* TASK OBJECTIVE: A precise reproduction of every record below is needed, minus the pictures.
********
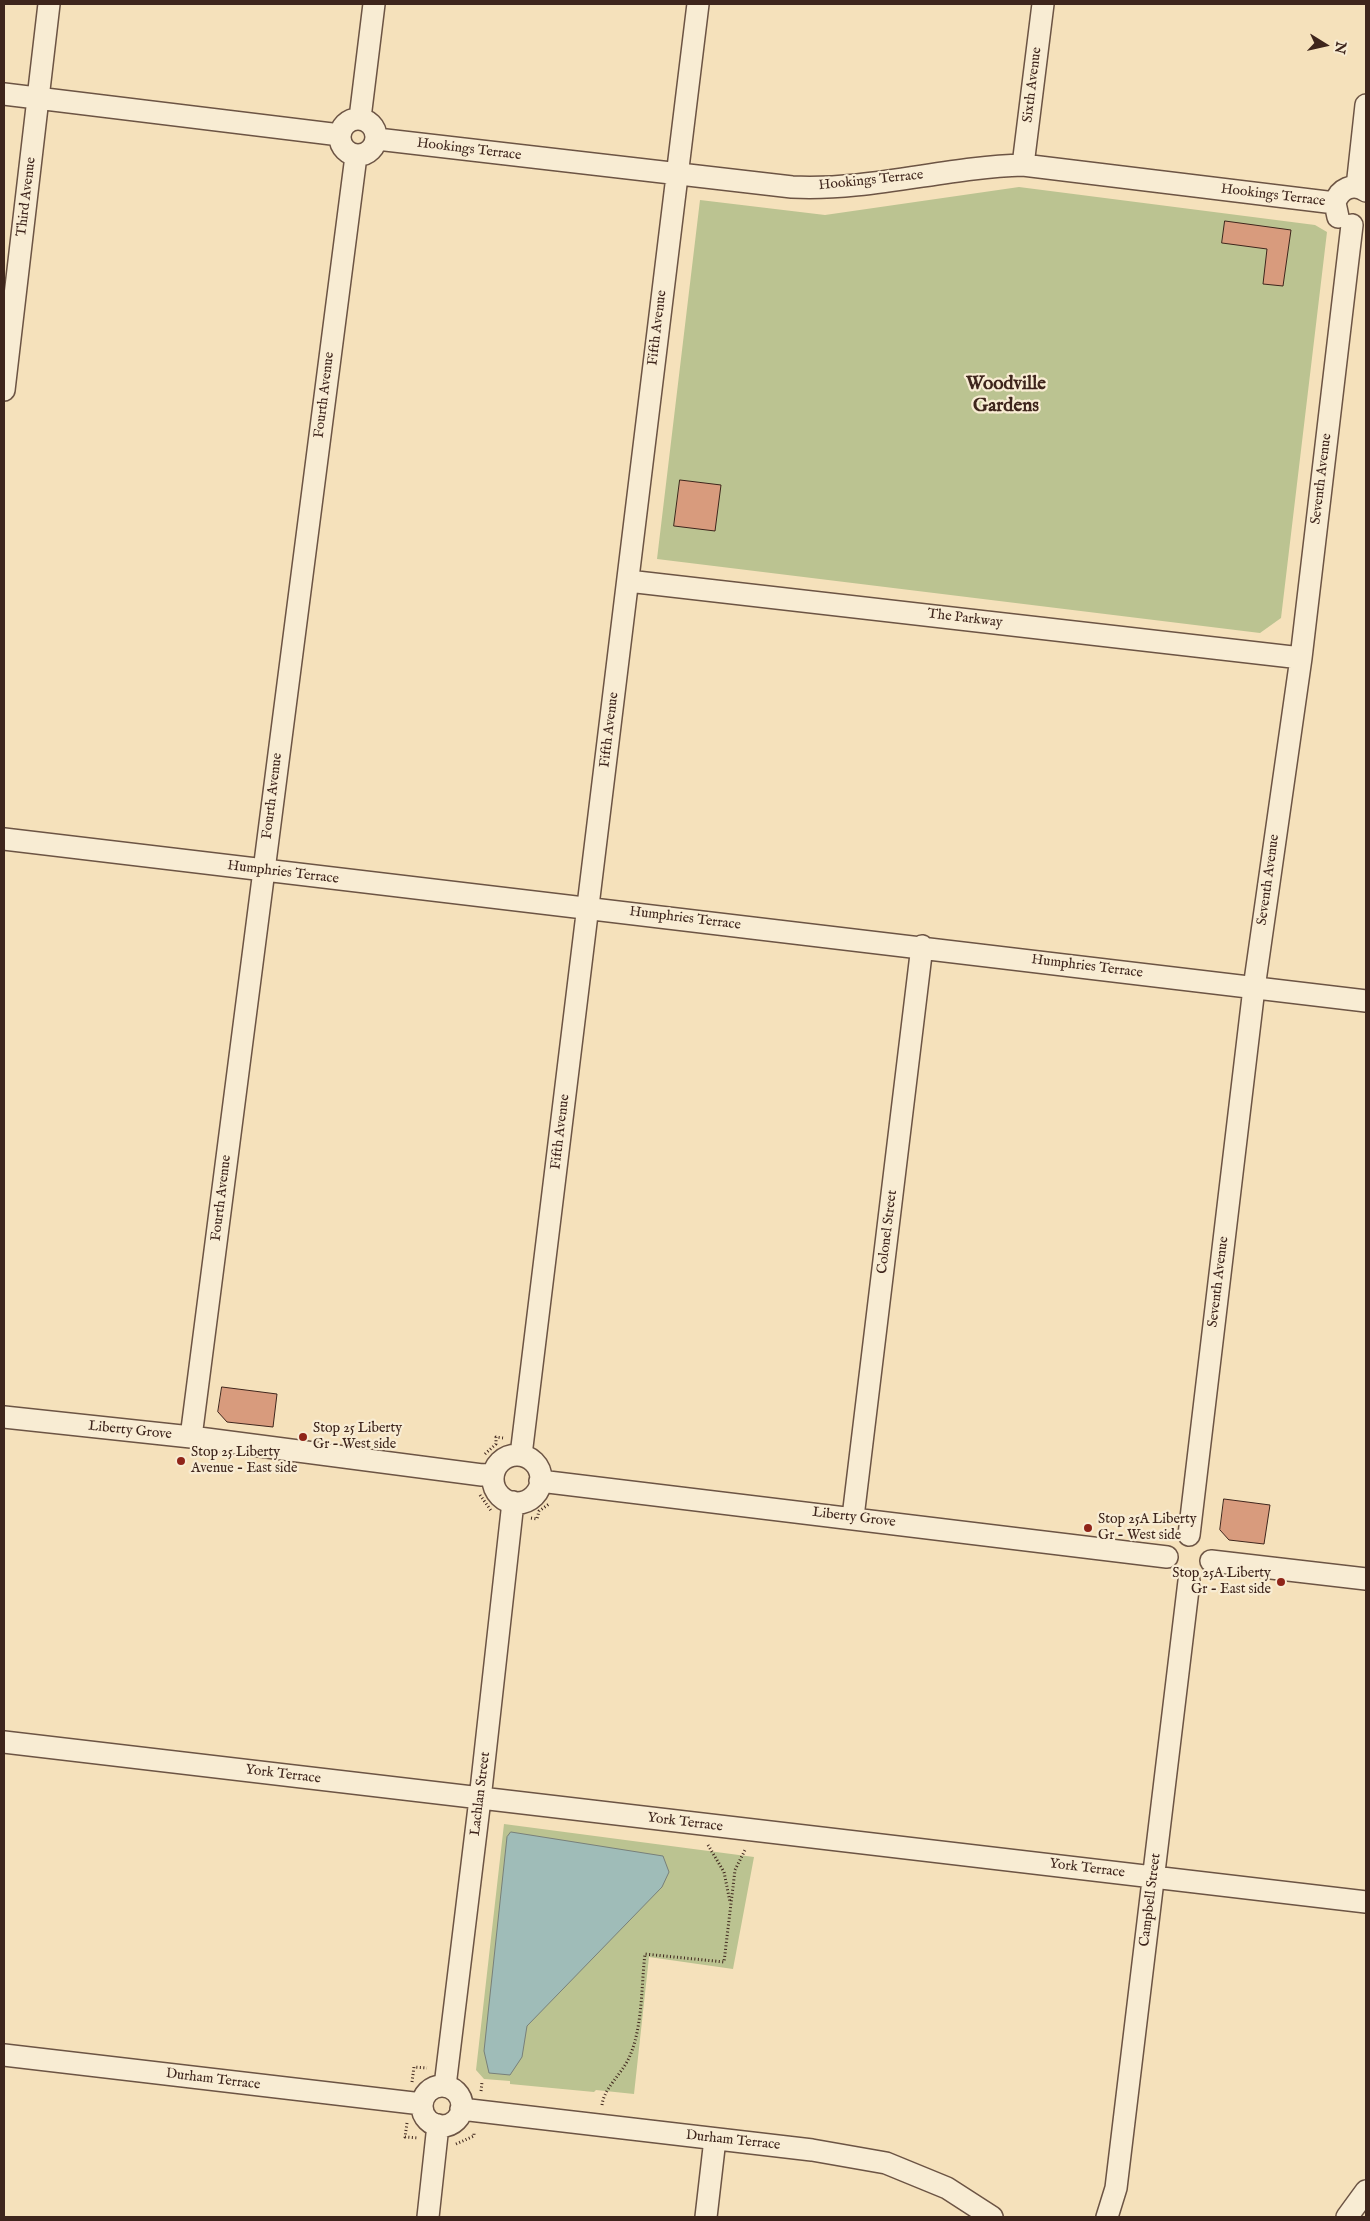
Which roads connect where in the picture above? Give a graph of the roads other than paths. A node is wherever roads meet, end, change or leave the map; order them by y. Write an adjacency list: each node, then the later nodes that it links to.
1 (49, 4): 6 (street, Third Avenue)
2 (374, 4): 8 (street)
3 (698, 4): 13 (street, Fifth Avenue)
4 (1043, 4): 12 (street, Sixth Avenue)
5 (4, 94): 6 (street)
6 (38, 98): 9 (street); 17 (street, Third Avenue)
7 (1366, 104): 14 (street)
8 (360, 118): 9 (street); 10 (street)
9 (340, 135): 11 (street)
10 (377, 139): 11 (street); 13 (street, Hookings Terrace)
11 (356, 156): 21 (street, Fourth Avenue)
12 (1023, 166): 13 (street, Hookings Terrace); 15 (street, Hookings Terrace)
13 (677, 175): 18 (street, Fifth Avenue)
14 (1362, 189): 15 (street)
15 (1335, 204): 16 (street)
16 (1359, 223): 19 (street, Seventh Avenue)
17 (4, 390)
18 (628, 581): 19 (street, The Parkway); 22 (street, Fifth Avenue)
19 (1301, 658): 24 (street, Seventh Avenue)
20 (4, 839): 21 (street, Humphries Terrace)
21 (264, 871): 22 (street, Humphries Terrace); 27 (street, Fourth Avenue)
22 (589, 908): 23 (street, Humphries Terrace); 28 (street, Fifth Avenue)
23 (922, 946): 24 (street, Humphries Terrace); 32 (street, Colonel Street)
24 (1254, 988): 25 (street, Humphries Terrace); 33 (street, Seventh Avenue)
25 (1366, 1001)
26 (4, 1418): 27 (street, Liberty Grove)
27 (191, 1437): 29 (street, Liberty Grove)
28 (521, 1455): 29 (street); 30 (street)
29 (494, 1474): 31 (street)
30 (540, 1481): 31 (street); 32 (street, Liberty Grove)
31 (514, 1502): 39 (street, Lachlan Street)
32 (853, 1518): 34 (street, Liberty Grove)
33 (1189, 1535): 34 (street); 35 (street)
34 (1168, 1557): 37 (street)
35 (1211, 1561): 36 (street); 37 (street)
36 (1366, 1578)
37 (1189, 1581): 40 (street, Campbell Street)
38 (4, 1742): 39 (street, York Terrace)
39 (480, 1799): 40 (street, York Terrace); 43 (street, Lachlan Street)
40 (1154, 1877): 41 (street, York Terrace); 52 (street, Campbell Street)
41 (1366, 1902)
42 (4, 2056): 44 (street, Durham Terrace)
43 (445, 2086): 44 (street); 45 (street)
44 (422, 2104): 46 (street)
45 (461, 2109): 46 (street); 47 (street, Durham Terrace)
46 (438, 2125): 49 (street)
47 (715, 2139): 50 (street); 51 (street, Durham Terrace)
48 (1366, 2191): 53 (street)
49 (428, 2217)
50 (706, 2217)
51 (992, 2217)
52 (1107, 2217)
53 (1347, 2217)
********
* YOUR RESPONSE:
Which roads connect where in the picture above? Give a graph of the roads other than paths. A node is wherever roads meet, end, change or leave the map; order them by y. Write an adjacency list: each node, then the later nodes that it links to.
1 (49, 4): 6 (street, Third Avenue)
2 (374, 4): 8 (street)
3 (698, 4): 13 (street, Fifth Avenue)
4 (1043, 4): 12 (street, Sixth Avenue)
5 (4, 94): 6 (street)
6 (38, 98): 9 (street); 17 (street, Third Avenue)
7 (1366, 104): 14 (street)
8 (360, 118): 9 (street); 10 (street)
9 (340, 135): 11 (street)
10 (377, 139): 11 (street); 13 (street, Hookings Terrace)
11 (356, 156): 21 (street, Fourth Avenue)
12 (1023, 166): 13 (street, Hookings Terrace); 15 (street, Hookings Terrace)
13 (677, 175): 18 (street, Fifth Avenue)
14 (1362, 189): 15 (street)
15 (1335, 204): 16 (street)
16 (1359, 223): 19 (street, Seventh Avenue)
17 (4, 390)
18 (628, 581): 19 (street, The Parkway); 22 (street, Fifth Avenue)
19 (1301, 658): 24 (street, Seventh Avenue)
20 (4, 839): 21 (street, Humphries Terrace)
21 (264, 871): 22 (street, Humphries Terrace); 27 (street, Fourth Avenue)
22 (589, 908): 23 (street, Humphries Terrace); 28 (street, Fifth Avenue)
23 (922, 946): 24 (street, Humphries Terrace); 32 (street, Colonel Street)
24 (1254, 988): 25 (street, Humphries Terrace); 33 (street, Seventh Avenue)
25 (1366, 1001)
26 (4, 1418): 27 (street, Liberty Grove)
27 (191, 1437): 29 (street, Liberty Grove)
28 (521, 1455): 29 (street); 30 (street)
29 (494, 1474): 31 (street)
30 (540, 1481): 31 (street); 32 (street, Liberty Grove)
31 (514, 1502): 39 (street, Lachlan Street)
32 (853, 1518): 34 (street, Liberty Grove)
33 (1189, 1535): 34 (street); 35 (street)
34 (1168, 1557): 37 (street)
35 (1211, 1561): 36 (street); 37 (street)
36 (1366, 1578)
37 (1189, 1581): 40 (street, Campbell Street)
38 (4, 1742): 39 (street, York Terrace)
39 (480, 1799): 40 (street, York Terrace); 43 (street, Lachlan Street)
40 (1154, 1877): 41 (street, York Terrace); 52 (street, Campbell Street)
41 (1366, 1902)
42 (4, 2056): 44 (street, Durham Terrace)
43 (445, 2086): 44 (street); 45 (street)
44 (422, 2104): 46 (street)
45 (461, 2109): 46 (street); 47 (street, Durham Terrace)
46 (438, 2125): 49 (street)
47 (715, 2139): 50 (street); 51 (street, Durham Terrace)
48 (1366, 2191): 53 (street)
49 (428, 2217)
50 (706, 2217)
51 (992, 2217)
52 (1107, 2217)
53 (1347, 2217)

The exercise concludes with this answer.